[Stored data]
·····

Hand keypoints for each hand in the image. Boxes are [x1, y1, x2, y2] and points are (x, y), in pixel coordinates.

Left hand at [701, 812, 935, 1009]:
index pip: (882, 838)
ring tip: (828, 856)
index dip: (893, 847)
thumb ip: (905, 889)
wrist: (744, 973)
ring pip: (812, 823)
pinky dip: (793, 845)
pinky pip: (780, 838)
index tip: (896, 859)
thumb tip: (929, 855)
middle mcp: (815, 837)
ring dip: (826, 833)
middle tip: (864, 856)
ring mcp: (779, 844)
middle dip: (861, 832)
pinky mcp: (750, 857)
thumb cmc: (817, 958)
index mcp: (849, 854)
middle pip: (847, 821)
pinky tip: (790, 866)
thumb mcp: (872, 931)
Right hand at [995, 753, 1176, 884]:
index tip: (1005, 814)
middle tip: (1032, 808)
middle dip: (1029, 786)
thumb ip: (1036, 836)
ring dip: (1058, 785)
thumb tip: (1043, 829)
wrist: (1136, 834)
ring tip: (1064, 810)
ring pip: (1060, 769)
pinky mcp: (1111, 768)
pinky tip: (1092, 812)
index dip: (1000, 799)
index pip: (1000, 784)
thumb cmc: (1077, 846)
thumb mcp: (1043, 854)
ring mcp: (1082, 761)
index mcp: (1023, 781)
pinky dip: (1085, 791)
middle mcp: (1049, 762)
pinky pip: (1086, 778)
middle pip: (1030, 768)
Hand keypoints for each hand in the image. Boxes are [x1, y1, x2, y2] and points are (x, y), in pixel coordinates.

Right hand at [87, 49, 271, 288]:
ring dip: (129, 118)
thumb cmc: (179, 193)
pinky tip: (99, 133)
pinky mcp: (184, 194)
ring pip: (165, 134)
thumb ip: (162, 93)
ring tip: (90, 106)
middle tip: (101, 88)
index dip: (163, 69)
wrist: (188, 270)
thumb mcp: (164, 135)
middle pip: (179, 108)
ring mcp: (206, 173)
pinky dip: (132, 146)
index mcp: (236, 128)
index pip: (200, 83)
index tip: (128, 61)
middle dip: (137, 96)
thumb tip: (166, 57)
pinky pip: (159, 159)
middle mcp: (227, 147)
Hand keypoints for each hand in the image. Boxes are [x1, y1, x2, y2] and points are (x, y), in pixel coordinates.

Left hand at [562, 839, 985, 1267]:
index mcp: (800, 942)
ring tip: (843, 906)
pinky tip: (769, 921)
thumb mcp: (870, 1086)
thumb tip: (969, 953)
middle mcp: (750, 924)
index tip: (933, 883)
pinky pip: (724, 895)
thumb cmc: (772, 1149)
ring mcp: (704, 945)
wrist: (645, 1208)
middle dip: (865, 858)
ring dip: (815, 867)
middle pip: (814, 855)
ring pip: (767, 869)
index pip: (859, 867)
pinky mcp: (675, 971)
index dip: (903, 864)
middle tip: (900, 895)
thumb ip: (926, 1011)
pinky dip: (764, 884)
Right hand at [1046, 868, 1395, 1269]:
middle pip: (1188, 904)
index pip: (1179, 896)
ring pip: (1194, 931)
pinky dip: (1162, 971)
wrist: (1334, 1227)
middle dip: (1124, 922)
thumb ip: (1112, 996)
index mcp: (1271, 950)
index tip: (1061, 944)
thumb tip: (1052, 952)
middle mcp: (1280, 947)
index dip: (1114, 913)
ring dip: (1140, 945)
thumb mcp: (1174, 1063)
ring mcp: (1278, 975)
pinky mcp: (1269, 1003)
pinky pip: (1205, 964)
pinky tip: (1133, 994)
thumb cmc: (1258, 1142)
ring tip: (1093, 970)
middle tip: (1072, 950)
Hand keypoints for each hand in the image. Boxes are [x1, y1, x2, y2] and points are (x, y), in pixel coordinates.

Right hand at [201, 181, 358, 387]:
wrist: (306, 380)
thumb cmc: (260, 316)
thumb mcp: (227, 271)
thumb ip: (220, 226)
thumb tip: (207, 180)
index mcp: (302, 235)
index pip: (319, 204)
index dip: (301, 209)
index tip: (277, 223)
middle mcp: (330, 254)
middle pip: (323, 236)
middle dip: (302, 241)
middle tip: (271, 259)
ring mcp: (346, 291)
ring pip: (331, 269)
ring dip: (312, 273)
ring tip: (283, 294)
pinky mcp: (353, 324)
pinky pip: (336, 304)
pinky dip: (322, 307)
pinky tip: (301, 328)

·····

WORK REQUEST. Check every line above for the word "wrist" and copy those that have it.

RESULT OF THE EXERCISE.
wrist: (744, 973)
wrist: (1136, 834)
wrist: (188, 270)
wrist: (645, 1208)
wrist: (1334, 1227)
wrist: (306, 380)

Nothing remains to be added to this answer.